:: What you need to do ::
Work out how many lines below contain "from". Provide only the figure.

:: Data shown ::
::::::::
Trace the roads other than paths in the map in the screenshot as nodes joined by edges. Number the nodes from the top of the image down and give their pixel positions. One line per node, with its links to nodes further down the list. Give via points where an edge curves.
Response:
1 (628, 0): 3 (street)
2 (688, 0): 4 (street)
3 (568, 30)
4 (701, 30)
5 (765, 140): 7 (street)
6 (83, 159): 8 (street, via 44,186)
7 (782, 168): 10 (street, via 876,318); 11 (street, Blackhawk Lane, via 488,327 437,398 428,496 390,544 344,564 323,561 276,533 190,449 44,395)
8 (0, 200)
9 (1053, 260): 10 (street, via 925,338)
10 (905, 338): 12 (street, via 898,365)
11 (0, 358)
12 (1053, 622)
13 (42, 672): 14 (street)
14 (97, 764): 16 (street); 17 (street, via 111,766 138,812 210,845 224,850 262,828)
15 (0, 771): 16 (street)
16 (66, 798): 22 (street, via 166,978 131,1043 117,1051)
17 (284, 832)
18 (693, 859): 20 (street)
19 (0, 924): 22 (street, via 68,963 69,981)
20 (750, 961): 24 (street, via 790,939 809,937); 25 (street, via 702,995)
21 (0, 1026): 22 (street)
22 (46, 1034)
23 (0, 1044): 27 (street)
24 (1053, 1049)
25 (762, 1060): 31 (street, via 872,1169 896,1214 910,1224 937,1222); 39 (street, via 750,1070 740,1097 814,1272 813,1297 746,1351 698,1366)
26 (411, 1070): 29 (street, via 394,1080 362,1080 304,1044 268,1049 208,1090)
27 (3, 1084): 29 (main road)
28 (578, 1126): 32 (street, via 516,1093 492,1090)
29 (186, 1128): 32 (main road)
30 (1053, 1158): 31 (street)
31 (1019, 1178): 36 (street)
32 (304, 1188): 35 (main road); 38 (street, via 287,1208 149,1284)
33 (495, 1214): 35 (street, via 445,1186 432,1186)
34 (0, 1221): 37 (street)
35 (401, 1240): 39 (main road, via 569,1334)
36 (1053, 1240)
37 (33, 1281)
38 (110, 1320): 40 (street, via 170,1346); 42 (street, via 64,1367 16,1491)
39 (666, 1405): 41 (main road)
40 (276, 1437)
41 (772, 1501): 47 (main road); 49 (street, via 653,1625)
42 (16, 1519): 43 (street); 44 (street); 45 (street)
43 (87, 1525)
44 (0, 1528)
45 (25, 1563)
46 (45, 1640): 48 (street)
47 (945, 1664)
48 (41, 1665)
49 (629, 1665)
::::::::
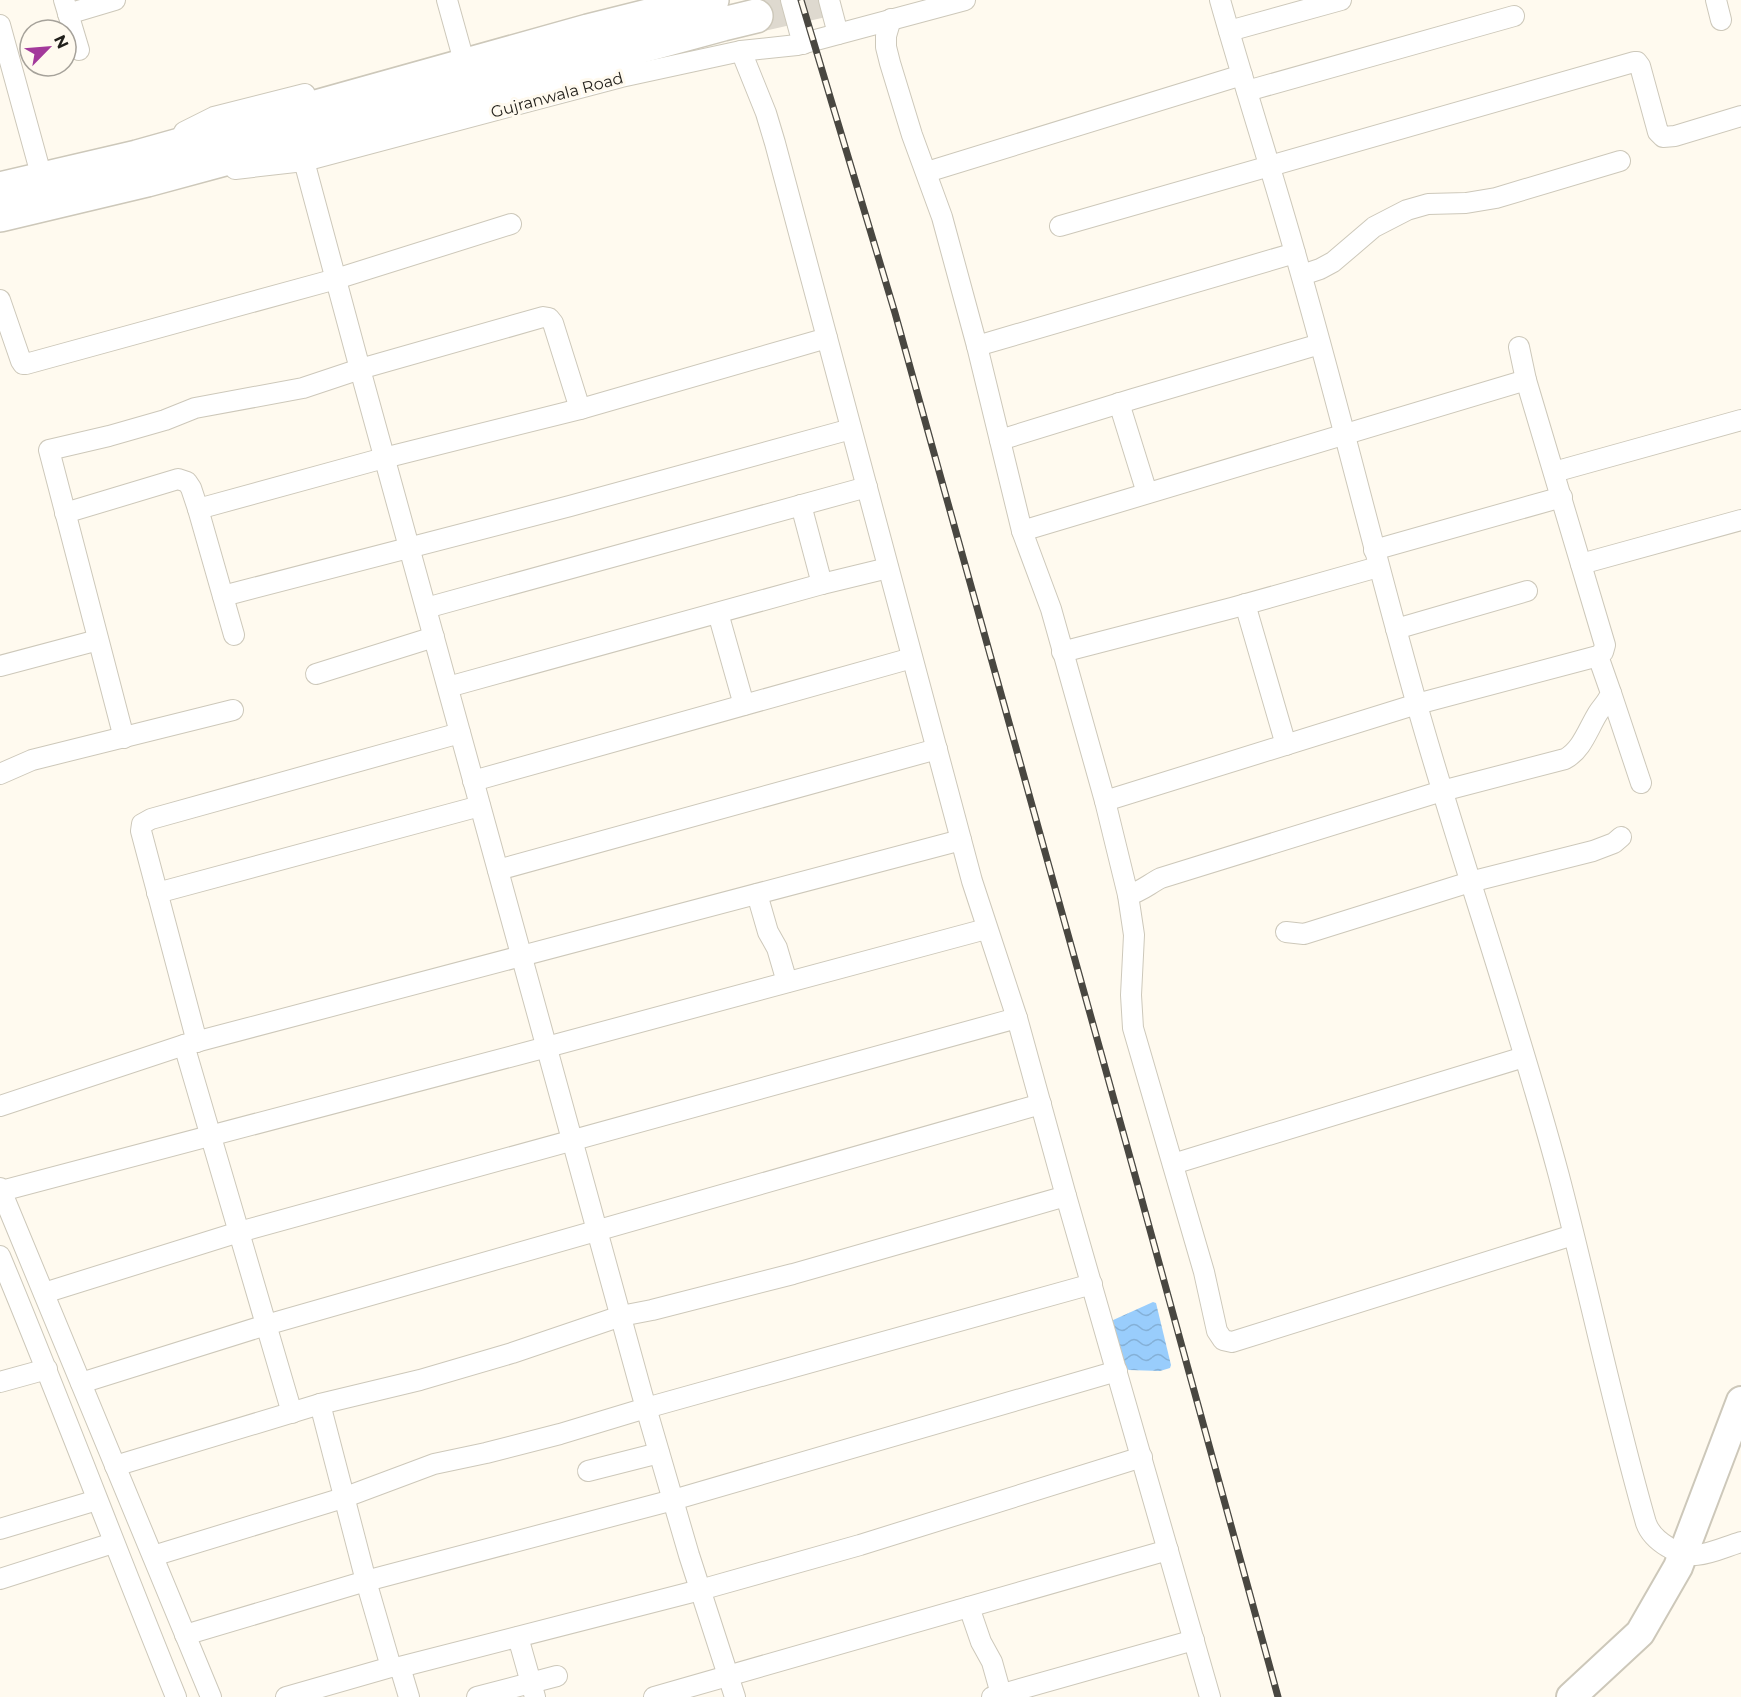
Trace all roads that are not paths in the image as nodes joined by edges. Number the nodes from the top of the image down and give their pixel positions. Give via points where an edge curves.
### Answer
::::::::
:: Solution to the problem ::
2